The cop grabbed the head, then conducted a quick interrogation. The kids admitted that they had broken into the unguarded municipal morgue the day before and robbed some of the body parts. Subsequent phone calls revealed that the skull belonged to a homeless man who had died in anonymity and whose body had been decomposing in the morgue while the state decided the unpleasant financial question of its disposition. The paper concluded: "In Nakhodka this story of the efforts of little kids, raised in the indifferent atmosphere of modern Russia, has brought us face to face with the height of cynicism, vulgarity, and revulsion-in short, our total lack of culture."


Won't You Be My Neighbor?

And now another uplifting story of people helping others in need. In Mezhdurechensk last week, four people were arrested for kidnapping and extortion after police ended the two-month incarceration of 9-year-old Nikolai Kozlov, whose mother owed local thugs 60 million rubles. When she failed to pay on time, the flatheads seized her son, installing him in the apartment of a girlfriend.
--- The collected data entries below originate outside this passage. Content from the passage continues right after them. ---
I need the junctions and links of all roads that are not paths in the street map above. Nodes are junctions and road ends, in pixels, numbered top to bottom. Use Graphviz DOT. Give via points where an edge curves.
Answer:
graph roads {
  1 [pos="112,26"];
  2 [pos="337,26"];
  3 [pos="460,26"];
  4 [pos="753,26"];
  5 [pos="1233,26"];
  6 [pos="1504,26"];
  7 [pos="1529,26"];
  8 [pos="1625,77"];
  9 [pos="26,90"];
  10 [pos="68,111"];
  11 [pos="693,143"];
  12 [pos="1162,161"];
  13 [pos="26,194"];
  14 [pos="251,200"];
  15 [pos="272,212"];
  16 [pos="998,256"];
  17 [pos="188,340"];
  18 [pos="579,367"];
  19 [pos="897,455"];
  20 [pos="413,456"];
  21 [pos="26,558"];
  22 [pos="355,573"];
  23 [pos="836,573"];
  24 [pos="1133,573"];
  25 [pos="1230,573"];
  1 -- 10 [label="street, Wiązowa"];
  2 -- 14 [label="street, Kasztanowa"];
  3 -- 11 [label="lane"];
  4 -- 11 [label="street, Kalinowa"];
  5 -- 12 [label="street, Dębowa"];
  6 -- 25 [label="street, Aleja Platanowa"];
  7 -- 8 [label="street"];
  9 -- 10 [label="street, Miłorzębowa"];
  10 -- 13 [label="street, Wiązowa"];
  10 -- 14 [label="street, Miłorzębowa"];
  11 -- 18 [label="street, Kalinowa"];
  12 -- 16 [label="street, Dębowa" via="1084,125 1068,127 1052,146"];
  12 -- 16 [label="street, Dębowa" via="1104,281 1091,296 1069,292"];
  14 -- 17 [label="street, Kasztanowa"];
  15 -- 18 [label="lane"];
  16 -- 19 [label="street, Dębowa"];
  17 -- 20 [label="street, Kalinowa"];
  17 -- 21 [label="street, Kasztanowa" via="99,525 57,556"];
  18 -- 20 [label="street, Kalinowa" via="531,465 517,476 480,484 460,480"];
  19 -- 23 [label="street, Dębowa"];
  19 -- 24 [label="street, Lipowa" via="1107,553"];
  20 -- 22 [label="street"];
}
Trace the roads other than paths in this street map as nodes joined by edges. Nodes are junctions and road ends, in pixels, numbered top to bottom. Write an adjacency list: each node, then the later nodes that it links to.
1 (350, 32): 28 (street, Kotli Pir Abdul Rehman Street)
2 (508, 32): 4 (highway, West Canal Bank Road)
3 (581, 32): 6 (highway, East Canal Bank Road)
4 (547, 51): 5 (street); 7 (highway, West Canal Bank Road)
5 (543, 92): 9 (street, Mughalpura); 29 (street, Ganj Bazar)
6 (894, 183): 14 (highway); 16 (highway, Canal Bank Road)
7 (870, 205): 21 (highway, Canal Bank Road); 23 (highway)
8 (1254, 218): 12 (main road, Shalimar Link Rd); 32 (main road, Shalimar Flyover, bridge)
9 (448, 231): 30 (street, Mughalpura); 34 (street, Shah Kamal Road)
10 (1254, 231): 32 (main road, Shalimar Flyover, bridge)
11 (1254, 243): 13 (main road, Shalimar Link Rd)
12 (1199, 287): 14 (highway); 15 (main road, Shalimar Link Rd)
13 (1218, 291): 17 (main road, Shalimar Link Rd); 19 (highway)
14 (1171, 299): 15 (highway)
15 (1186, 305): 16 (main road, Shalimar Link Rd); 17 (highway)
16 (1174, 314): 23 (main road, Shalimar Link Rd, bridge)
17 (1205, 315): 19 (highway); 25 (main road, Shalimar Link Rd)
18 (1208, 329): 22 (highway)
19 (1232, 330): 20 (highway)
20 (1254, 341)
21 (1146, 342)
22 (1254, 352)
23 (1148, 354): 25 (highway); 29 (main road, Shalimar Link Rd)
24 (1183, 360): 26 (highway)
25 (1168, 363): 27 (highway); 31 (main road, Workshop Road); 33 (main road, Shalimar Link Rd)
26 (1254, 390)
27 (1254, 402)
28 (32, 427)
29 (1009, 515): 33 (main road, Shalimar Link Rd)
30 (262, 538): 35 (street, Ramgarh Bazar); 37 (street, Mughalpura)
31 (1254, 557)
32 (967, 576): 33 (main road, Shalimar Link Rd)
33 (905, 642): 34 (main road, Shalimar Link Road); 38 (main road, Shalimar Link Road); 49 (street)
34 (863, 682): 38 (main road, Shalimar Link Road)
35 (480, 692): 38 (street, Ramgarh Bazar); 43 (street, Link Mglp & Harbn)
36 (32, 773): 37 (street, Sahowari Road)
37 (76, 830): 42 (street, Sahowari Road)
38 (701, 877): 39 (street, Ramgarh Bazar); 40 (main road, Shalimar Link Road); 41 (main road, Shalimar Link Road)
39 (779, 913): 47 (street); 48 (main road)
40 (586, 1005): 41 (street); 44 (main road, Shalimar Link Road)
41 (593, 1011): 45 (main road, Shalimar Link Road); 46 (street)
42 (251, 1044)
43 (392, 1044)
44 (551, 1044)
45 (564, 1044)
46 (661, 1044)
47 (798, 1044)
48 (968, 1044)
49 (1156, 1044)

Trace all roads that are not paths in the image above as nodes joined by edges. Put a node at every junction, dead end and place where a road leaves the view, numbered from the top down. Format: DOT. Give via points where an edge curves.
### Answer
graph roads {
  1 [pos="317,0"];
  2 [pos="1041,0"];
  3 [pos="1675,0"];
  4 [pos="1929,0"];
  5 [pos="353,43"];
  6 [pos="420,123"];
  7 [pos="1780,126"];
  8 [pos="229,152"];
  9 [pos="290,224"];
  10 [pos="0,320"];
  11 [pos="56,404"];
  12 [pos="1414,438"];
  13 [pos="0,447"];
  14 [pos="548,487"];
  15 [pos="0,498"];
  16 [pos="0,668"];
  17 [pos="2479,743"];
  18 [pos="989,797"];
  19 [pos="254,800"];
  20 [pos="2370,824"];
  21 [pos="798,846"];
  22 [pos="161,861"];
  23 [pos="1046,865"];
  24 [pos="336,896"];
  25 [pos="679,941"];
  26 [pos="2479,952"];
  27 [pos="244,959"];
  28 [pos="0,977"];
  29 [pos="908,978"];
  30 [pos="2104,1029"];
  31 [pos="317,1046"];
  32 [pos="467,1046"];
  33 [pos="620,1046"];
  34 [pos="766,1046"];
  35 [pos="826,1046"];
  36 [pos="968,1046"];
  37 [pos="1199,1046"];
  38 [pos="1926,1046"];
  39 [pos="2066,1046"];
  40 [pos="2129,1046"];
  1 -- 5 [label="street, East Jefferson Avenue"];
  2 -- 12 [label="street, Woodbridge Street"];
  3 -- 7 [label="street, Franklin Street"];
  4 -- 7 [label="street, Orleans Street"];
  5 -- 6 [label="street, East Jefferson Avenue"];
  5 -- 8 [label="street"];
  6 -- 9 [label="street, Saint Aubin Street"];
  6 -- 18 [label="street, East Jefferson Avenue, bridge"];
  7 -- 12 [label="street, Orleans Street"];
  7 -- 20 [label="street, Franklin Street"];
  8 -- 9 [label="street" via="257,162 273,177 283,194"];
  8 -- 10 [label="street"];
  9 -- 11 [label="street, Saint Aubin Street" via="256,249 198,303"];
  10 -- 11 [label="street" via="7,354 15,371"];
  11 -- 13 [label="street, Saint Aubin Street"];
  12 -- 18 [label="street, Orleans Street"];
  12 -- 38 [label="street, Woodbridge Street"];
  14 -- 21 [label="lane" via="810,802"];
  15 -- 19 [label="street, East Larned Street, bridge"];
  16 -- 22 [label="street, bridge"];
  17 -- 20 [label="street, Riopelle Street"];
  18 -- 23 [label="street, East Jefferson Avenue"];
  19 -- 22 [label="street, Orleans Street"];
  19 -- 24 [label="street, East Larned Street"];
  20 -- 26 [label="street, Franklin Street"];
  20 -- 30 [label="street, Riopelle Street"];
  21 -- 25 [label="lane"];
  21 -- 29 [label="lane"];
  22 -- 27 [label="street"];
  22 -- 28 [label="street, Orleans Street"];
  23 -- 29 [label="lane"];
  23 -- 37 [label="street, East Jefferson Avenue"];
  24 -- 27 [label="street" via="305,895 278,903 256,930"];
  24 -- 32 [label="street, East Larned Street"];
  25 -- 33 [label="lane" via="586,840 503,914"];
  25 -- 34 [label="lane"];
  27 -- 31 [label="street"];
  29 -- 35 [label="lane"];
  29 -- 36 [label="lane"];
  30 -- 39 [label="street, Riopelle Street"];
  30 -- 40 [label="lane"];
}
Instead of putting the boy in a room, they relegated him to the balcony, where he slept on towels and rags and was fed bread and water-for two months. Nikolai appealed to neighbors who periodically appeared on adjacent balconies, and at times even screamed down to the street at passersby, insisting that he was being kidnapped and needed help. It wasn't until two months had passed, however, that one of the neighbors decided to call the police. "The neighbors were afraid they would get in trouble if they called the police," said a spokesman for the Mezhdurechensk police department.